Pennsylvania State University
Signatures of Life From Earth and Beyond
A major research focus of astrobiology is enabling the recognition of signatures of life on the early Earth, in extreme environments, and in extraterrestrial settings. The NAI PSU Team will develop novel approaches to detecting and characterizing life, investigate biosignatures in mission-relevant ecosystems and ancient rocks, and evaluate the potential for biosignatures in extraterrestrial settings:
Developing New Biosignatures
- The development and testing of potential indicators of life is essential for providing a critical scientific basis for the exploration of life in the cosmos. Efforts will focus on creating innovative approaches for the analyses of cells and other organic material, finding ways in which metal abundances and isotope systems reflect life, and developing creative approaches for using environmental DNA to study present and past life.

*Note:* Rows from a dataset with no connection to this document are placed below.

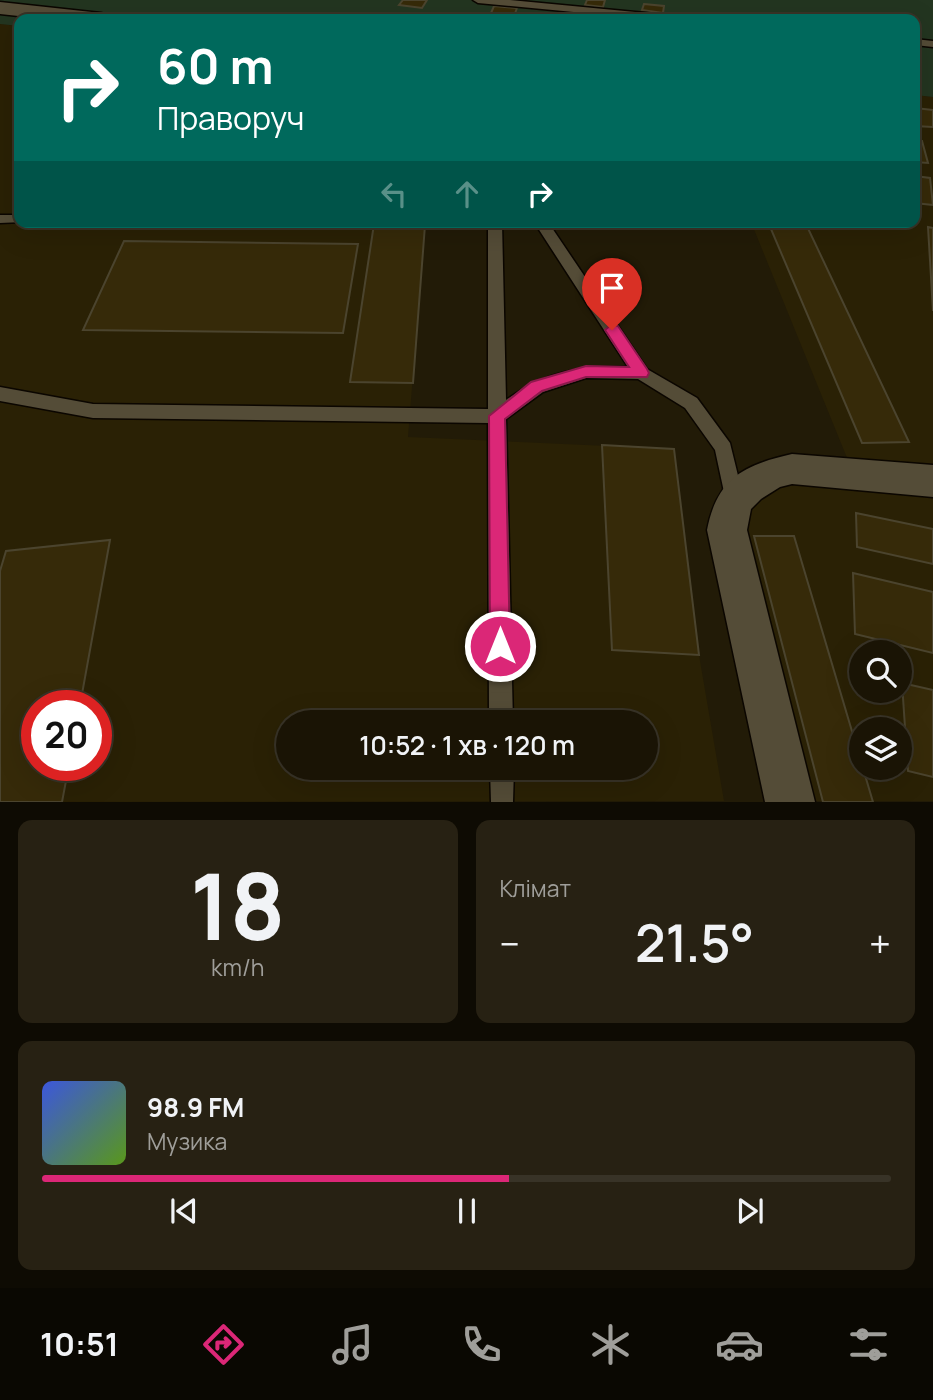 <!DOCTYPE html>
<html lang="uk">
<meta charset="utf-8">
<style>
body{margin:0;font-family:Manrope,sans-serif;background:#272113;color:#f1f3f6;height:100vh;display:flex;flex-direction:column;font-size:26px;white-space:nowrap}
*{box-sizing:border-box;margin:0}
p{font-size:23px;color:#9f9e9a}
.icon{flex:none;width:38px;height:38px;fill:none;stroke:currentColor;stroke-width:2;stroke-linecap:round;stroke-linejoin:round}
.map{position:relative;height:802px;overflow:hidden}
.panel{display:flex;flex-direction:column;gap:18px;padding:18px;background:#0e0b03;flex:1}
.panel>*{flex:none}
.hud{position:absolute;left:14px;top:14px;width:906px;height:214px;border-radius:14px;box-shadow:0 7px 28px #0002,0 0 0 2px #383327;background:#00695c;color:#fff;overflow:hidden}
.tools{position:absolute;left:849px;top:640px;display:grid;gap:14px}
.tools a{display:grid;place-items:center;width:63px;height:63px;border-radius:50%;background:#1a1405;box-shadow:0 7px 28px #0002,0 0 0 2px #383327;font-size:35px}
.speed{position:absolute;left:21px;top:690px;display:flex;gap:14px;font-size:35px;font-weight:700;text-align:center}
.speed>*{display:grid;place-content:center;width:91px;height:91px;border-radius:50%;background:#1a1405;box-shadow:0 7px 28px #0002,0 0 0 2px #383327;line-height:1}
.speed .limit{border:10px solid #d22;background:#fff;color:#111}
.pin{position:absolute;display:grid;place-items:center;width:60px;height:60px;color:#fff;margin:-72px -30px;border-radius:50% 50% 50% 0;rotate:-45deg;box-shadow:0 0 7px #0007}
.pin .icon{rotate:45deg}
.me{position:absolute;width:77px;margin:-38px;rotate:0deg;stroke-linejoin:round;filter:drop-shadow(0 0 5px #0008)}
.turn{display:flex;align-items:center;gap:24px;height:147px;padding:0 28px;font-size:32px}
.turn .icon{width:91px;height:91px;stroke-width:2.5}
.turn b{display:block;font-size:49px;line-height:60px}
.lanes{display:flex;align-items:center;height:66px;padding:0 28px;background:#0003;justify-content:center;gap:35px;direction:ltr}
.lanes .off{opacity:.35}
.big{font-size:52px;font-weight:600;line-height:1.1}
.panel .widget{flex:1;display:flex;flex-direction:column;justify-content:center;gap:10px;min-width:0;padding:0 24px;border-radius:14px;background:#272113}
.panel .dial{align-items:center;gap:0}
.dial b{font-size:91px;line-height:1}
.song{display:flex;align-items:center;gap:21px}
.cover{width:84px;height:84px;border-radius:10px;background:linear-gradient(135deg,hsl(230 70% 55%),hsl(90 70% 35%))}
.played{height:7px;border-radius:4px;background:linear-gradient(90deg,#db2777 55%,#383327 55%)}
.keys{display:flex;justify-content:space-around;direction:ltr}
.heat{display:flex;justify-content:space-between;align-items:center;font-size:38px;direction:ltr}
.panel .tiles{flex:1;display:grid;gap:18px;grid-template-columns:1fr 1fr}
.widget:last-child{grid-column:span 2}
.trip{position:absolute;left:276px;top:710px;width:382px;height:70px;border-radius:35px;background:#1a1405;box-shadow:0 7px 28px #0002,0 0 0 2px #383327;font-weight:600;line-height:70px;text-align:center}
.tabs{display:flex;height:112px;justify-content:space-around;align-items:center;background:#0a0802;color:#9f9e9a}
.tabs .icon{width:49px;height:49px}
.tabs .active{color:#db2777}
.tabs b{font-size:32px;color:#f1f3f6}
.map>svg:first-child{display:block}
.built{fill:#2a2105;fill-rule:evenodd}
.green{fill:#233520}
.building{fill:#362a09;stroke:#4b442e;stroke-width:2}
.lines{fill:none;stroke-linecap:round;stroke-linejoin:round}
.lane-casing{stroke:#0b0600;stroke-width:3}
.street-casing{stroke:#0b0600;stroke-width:3}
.lane{fill:#544c37;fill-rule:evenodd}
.street{fill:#544c37;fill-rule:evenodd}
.route{fill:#db2777;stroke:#8e194d;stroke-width:2}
</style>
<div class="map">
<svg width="933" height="802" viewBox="0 0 933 802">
<rect width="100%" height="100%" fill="#221b07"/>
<path class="built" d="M0,24L19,26V222L425,225L408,437L674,449L699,655L724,801L0,802ZM37,705H96V765H37ZM289,723H646V768H289Z
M915,95L933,97V801H790L729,515L750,484L854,475L751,222H915ZM861,653H900V691H861ZM861,730H900V768H861Z"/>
<path class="green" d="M0,0H933V97L915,95V19H19V26L0,24Z"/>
<path class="building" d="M403,0H427L422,8L399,5Z
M587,0H605L603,7L585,5Z
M644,4L664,6L663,13L642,10Z
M494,6L517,8L514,16L491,13Z
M915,108L933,110V127L915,126Z
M915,140L922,141L928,163L915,162Z
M915,176L930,178L933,205L915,203Z
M768,222H805L909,442L862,443Z
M374,224L425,225L413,383L350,382Z
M928,227L933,228V311Z
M124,241L358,244L343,333L83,330Z
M602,445L674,449L699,655L612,650Z
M856,513L933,529V564L857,547Z
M754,536H794L873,802H823Z
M110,540L80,705H37V765H69L62,802H0V571L6,551Z
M853,573L933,592V653L855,634Z
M902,683L933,690V777L908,771Z"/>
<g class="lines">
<defs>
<path id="lane" d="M473,0H510L677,16L682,19H647L478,3Z
M915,39L933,41V47L915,45Z
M0,215H19V222H23L0,223Z
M488,222H502L506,400C547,371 579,366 628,367L534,222H548L647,369L697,398L730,443L744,500L741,506L734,508L727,506L715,450L685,408L638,379L586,378L543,392L506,419L513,723H489L488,423L93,418L0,401V387L93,404L488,409Z
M490,768H514L513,802H491Z"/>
<path id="street" d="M0,2L101,13L108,15L111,19H46L0,14Z
M792,454L933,465V497L792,484L780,487L761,499L751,509L747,530L815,802H765L707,530C717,478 744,465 792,454Z"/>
</defs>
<use href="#lane" class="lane-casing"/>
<use href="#street" class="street-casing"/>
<use href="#lane" class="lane"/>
<use href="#street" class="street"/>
</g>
<path class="route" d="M612,324L618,326L647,369L649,373L647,377H586L542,391L505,419L510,646L507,653L500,656L493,653L490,646L489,416L531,382L586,366L629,367L605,330Z"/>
</svg>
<div class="tools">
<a><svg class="icon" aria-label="search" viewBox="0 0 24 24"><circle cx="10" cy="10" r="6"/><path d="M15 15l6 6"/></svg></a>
<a><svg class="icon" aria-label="layers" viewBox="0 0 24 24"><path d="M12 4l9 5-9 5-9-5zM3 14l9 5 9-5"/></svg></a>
</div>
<div class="speed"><div class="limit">20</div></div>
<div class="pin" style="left:612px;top:330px;background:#d93025"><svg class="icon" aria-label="arrive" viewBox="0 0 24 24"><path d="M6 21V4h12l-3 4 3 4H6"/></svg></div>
<svg class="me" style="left:500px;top:646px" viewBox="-20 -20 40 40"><circle r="17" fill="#db2777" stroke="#fff" stroke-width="3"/><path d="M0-11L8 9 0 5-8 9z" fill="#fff"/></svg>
<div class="trip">10:52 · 1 хв · 120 m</div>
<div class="hud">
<div class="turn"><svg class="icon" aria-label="right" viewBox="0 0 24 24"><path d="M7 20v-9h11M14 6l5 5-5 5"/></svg><div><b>60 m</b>Праворуч</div></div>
<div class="lanes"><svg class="icon off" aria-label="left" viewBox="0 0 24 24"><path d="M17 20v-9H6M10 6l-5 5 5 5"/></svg><svg class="icon off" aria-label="ahead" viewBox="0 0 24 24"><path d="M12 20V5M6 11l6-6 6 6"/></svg><svg class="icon" aria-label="right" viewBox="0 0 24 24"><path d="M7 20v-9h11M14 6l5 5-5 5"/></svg></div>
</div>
</div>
<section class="panel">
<div class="tiles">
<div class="widget dial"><b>18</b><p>km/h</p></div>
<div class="widget"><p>Клімат</p>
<div class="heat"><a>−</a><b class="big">21.5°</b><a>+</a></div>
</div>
<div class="widget">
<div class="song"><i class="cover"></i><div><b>98.9 FM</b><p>Музика</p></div></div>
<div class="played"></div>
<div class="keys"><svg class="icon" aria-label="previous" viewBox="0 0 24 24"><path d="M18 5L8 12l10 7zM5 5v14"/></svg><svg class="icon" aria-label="pause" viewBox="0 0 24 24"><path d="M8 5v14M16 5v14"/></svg><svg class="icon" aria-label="next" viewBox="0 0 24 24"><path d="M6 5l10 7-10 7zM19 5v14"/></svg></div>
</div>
</div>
</section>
<nav class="tabs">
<b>10:51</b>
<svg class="icon active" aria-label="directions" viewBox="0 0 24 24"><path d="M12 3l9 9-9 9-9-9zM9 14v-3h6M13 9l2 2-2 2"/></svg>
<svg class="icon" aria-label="music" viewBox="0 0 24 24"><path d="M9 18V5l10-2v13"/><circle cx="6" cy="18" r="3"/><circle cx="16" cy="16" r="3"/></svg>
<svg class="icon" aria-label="phone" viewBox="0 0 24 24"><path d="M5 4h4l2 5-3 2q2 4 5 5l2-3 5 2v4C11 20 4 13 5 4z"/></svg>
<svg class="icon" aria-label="climate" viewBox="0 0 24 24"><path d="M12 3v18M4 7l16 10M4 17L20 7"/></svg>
<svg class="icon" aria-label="car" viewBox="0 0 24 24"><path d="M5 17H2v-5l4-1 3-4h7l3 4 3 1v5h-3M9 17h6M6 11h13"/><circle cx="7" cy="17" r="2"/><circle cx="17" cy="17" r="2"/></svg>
<svg class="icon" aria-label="filters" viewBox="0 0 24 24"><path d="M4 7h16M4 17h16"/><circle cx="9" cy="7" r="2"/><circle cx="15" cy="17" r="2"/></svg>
</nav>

Biosignatures in Relevant Microbial Ecosystems
- The team will investigate microbial life in some of Earth’s most mission-relevant ecosystems: the Dead Sea, the Chesapeake impact structure, the methane seeps of the Eel River Basin, and Greenland glacier ice.
Biosignatures in Ancient Rocks
- The Earth’s Archean and Proterozoic eons offer the best opportunity for investigating a microbial world, such as might be found elsewhere in the cosmos. The ancient record on Earth provides an opportunity to see what geochemical signatures are produced by microbial life and how these signatures are preserved over geologic time.
Biosignatures in Extraterrestrial Settings
- The team will investigate the abundance of sulfur gases and elucidate how these gases can be expected to evolve with time on young terrestrial planets. They will continue studies of planet formation in the presence of migration and model radial transport of volatiles in young planetary systems, and will be involved with searches for M star planetary companions and planets around K-giant stars.